**EXERCISE MATERIALS:**
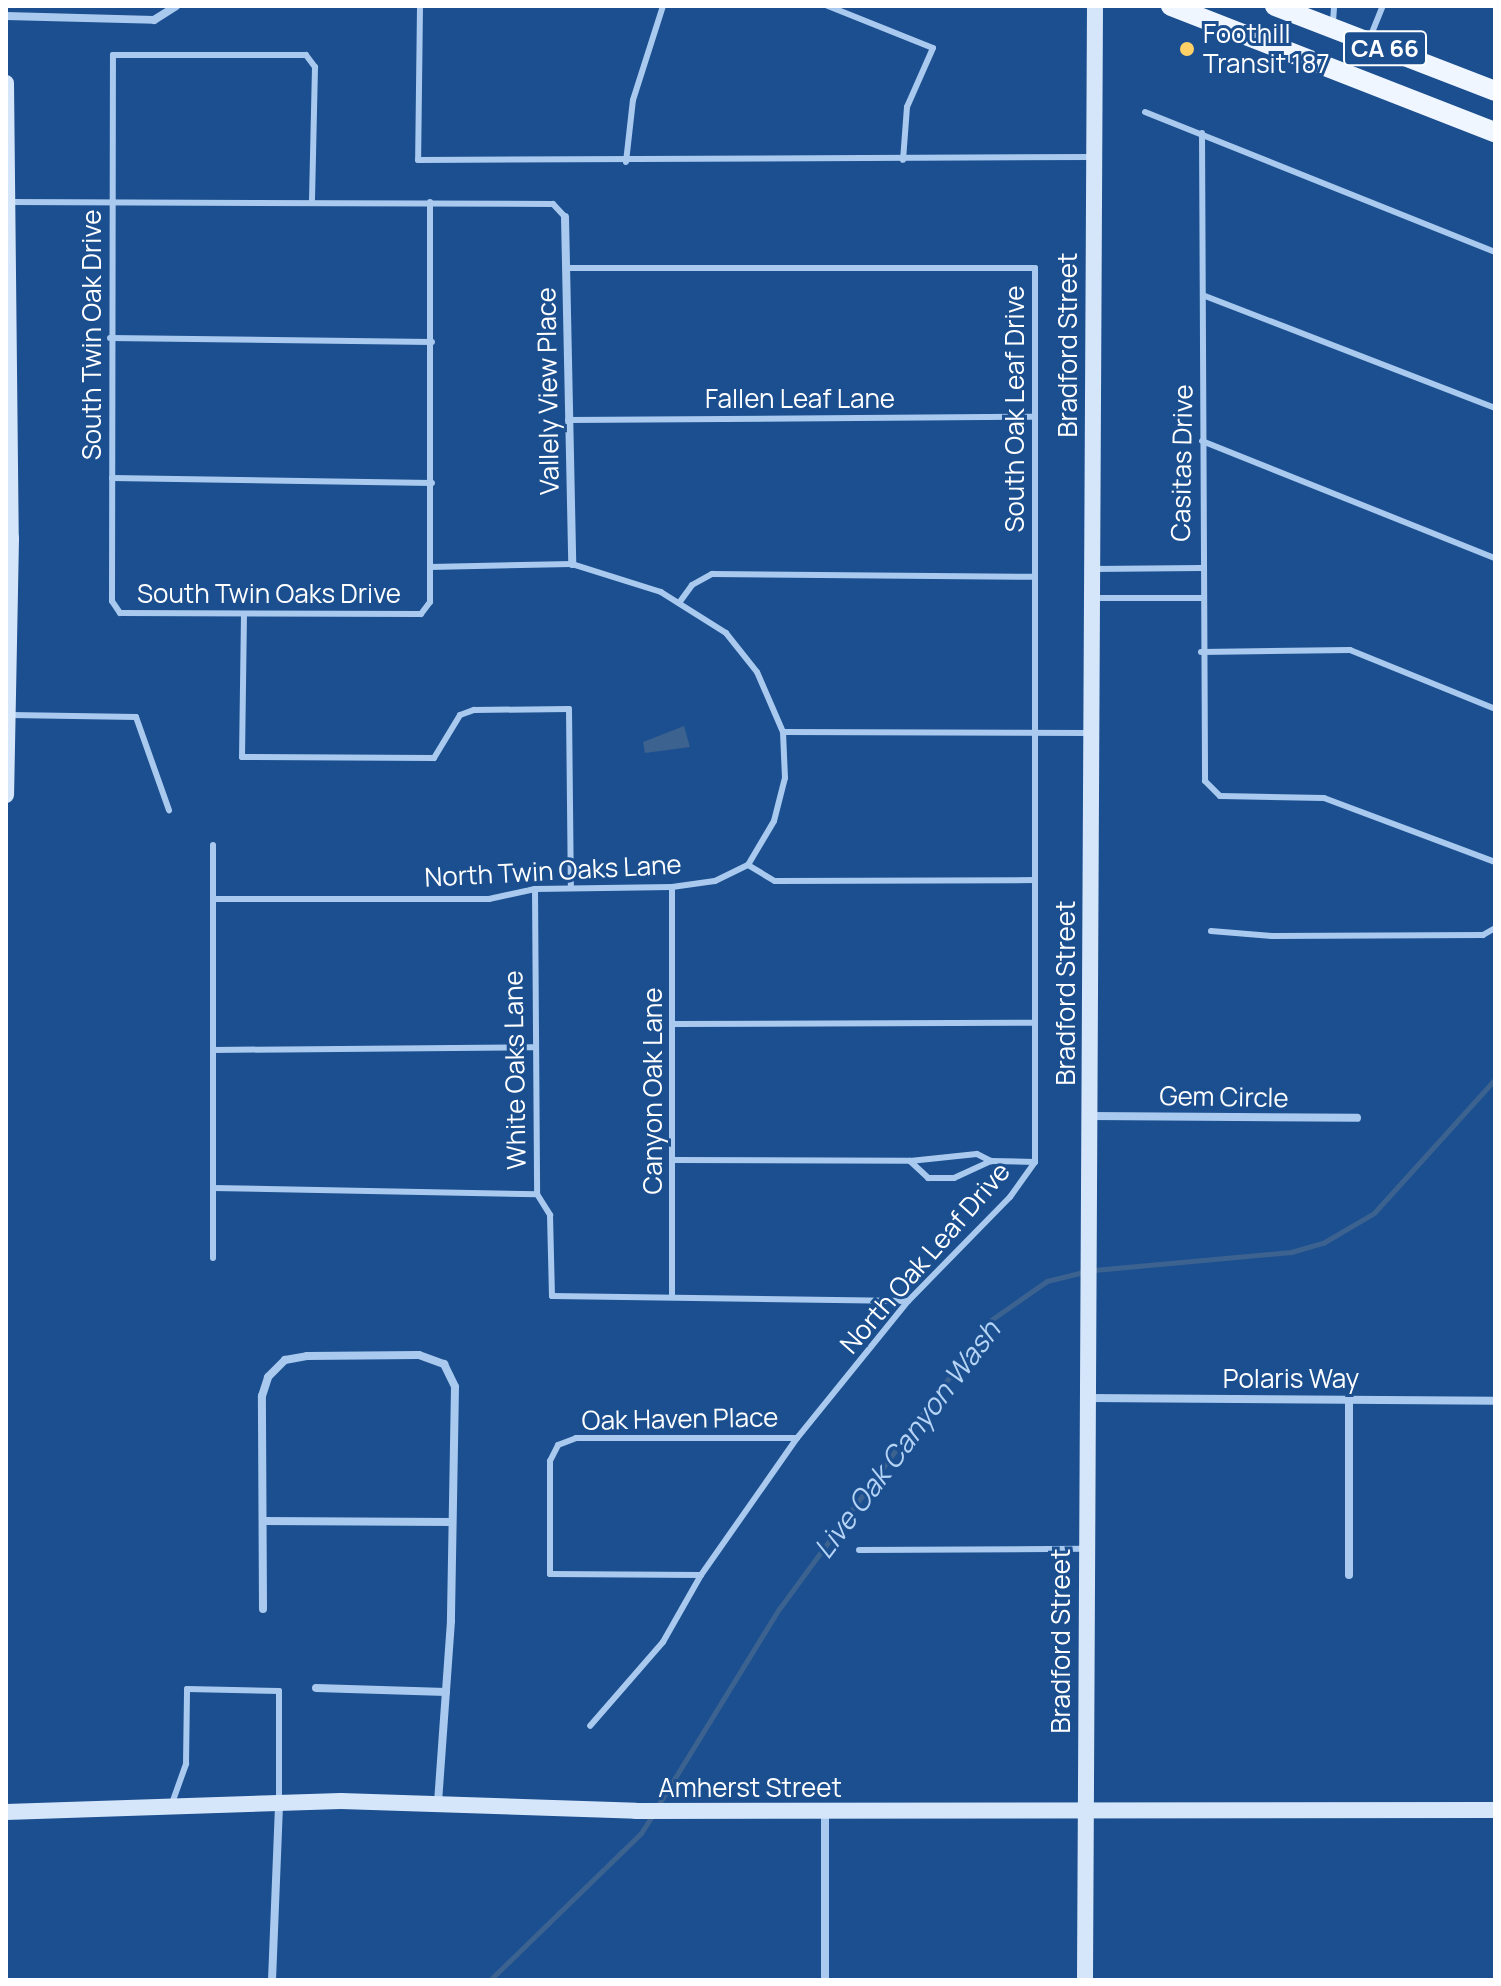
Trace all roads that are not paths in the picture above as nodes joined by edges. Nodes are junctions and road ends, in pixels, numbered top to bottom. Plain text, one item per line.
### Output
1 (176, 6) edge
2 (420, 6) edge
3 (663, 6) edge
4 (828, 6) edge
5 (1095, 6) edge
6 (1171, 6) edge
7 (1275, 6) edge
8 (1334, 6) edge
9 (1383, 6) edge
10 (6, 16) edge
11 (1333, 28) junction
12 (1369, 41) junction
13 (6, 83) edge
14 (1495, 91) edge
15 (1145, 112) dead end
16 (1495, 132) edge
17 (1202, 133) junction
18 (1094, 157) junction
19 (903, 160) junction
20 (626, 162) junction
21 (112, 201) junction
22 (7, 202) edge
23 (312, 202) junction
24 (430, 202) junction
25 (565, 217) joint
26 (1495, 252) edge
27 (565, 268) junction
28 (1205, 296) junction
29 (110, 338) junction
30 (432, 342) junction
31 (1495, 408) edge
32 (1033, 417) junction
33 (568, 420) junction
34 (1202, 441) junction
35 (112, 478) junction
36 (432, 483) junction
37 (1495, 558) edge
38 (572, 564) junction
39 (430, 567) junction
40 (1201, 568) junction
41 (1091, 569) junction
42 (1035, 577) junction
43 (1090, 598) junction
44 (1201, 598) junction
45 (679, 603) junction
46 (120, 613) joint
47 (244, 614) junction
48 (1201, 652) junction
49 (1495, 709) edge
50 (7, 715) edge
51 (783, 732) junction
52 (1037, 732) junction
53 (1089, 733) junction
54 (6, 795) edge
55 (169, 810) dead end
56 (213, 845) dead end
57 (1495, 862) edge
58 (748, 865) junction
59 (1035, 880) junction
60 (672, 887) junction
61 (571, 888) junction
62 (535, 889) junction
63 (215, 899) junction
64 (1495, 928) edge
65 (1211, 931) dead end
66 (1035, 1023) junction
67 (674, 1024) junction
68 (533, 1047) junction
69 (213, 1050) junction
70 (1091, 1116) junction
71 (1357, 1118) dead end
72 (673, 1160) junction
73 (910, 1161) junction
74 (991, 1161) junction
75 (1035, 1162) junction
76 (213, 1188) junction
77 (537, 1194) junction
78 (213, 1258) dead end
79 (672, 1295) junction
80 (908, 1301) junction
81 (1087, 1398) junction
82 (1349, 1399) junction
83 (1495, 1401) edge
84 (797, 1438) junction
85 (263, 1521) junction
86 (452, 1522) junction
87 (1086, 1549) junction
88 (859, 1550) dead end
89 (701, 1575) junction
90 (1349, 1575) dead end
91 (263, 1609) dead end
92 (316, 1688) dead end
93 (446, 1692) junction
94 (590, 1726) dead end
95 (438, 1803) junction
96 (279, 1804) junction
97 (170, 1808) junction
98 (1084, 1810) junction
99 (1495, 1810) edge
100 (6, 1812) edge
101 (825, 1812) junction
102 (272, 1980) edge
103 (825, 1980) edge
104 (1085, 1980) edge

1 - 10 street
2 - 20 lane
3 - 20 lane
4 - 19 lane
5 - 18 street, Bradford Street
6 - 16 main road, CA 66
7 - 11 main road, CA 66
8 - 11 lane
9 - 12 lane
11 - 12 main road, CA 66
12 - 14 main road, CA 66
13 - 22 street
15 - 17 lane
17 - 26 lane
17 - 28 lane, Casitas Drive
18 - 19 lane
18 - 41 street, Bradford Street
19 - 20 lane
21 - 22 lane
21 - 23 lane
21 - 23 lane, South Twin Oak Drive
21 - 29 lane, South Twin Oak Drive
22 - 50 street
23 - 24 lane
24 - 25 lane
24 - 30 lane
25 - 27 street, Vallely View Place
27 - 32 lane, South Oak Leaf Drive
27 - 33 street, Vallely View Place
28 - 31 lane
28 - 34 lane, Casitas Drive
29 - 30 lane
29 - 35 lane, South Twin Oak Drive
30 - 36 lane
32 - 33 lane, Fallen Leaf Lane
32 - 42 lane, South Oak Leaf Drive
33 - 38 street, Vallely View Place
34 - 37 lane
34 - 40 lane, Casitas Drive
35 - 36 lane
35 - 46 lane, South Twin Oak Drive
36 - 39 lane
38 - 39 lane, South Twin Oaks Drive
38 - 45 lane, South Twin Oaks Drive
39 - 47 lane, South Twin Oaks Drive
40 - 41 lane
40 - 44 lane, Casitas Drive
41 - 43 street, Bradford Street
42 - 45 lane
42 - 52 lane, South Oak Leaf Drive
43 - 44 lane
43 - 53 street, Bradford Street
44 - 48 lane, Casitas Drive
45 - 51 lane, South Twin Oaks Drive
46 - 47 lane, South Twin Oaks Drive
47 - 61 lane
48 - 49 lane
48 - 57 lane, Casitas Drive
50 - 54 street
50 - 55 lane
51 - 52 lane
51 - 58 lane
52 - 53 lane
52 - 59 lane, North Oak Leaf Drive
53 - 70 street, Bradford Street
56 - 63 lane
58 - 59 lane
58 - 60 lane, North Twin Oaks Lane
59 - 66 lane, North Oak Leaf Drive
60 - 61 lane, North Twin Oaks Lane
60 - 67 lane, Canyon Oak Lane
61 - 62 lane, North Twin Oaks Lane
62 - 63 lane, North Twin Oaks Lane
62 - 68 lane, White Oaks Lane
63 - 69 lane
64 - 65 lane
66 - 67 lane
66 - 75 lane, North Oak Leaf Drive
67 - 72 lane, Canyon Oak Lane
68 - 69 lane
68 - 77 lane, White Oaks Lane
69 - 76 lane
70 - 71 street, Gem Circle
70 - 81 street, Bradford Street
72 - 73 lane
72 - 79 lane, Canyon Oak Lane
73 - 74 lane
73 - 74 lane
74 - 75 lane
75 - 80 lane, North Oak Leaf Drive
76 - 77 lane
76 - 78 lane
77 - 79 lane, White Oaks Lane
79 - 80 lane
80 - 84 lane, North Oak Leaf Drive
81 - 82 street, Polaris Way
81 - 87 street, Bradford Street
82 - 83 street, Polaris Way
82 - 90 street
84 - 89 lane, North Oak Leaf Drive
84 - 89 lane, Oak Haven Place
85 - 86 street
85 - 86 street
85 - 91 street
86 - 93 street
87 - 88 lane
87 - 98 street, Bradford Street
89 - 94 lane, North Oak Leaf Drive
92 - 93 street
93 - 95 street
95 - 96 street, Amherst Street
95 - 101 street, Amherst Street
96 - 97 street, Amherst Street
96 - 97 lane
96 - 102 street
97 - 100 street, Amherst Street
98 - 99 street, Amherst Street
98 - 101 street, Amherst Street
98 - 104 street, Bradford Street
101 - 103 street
==
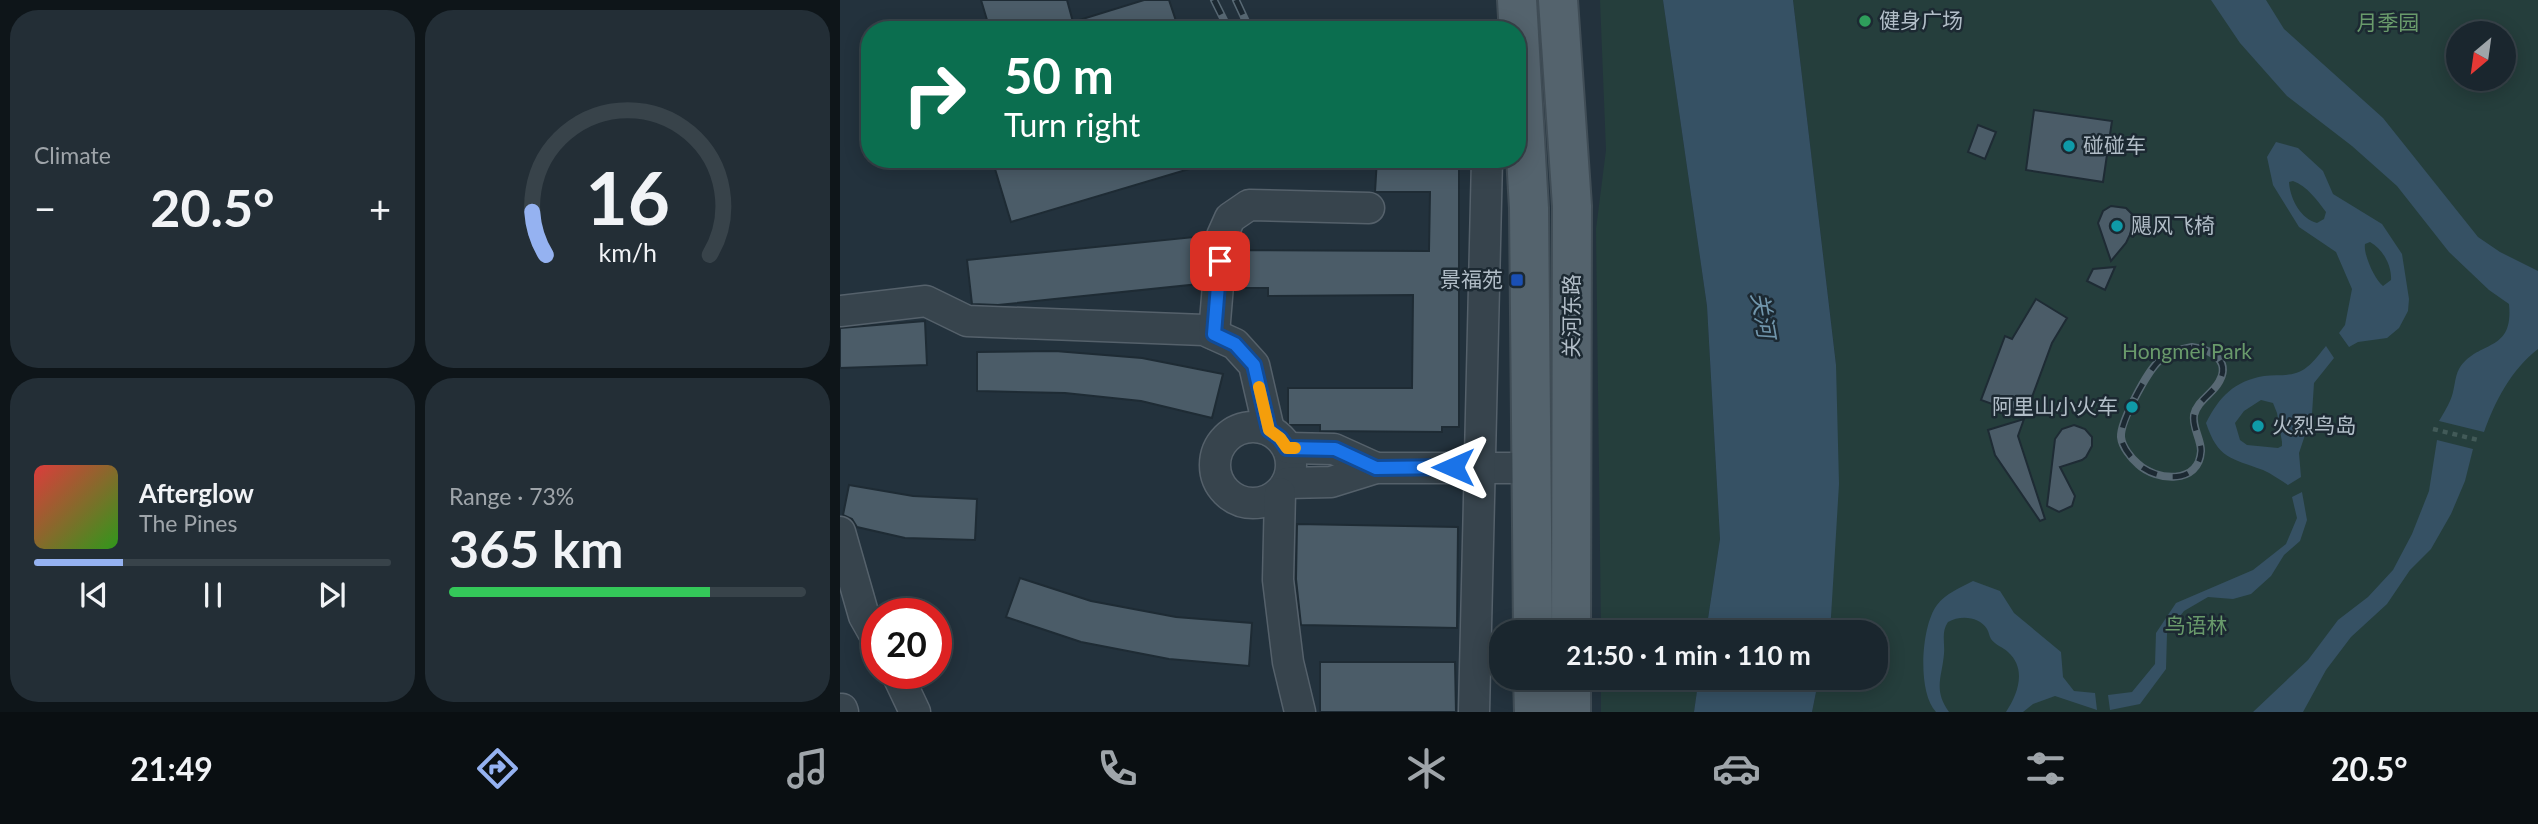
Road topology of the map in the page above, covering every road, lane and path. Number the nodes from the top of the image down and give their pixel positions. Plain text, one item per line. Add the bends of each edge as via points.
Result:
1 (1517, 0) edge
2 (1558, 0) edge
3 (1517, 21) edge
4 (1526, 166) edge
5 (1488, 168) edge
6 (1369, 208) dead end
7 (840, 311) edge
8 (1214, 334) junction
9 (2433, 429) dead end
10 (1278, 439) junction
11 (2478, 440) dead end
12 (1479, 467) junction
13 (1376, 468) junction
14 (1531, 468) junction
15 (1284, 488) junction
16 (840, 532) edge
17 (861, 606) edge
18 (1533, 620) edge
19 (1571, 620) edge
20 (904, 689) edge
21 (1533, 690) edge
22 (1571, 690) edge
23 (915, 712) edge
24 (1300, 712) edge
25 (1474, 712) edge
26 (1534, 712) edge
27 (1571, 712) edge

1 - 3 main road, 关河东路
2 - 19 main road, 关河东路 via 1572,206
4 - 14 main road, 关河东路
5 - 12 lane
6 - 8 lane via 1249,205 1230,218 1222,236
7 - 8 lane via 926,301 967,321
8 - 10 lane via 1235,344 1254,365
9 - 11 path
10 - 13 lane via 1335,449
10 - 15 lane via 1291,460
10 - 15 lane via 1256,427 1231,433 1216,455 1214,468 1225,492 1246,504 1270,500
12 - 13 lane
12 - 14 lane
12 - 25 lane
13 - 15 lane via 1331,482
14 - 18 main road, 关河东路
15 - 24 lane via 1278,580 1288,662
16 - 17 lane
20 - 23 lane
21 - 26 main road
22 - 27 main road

**EXERCISE INSTRUCTIONS:** Please return a copy of each line in the entries that has the string "above".

**WRITTEN REPLY:**
Trace all roads that are not paths in the picture above as nodes joined by edges. Nodes are junctions and road ends, in pixels, numbered top to bottom. Plain text, one item per line.
Road topology of the map in the page above, covering every road, lane and path. Number the nodes from the top of the image down and give their pixel positions. Plain text, one item per line. Add the bends of each edge as via points.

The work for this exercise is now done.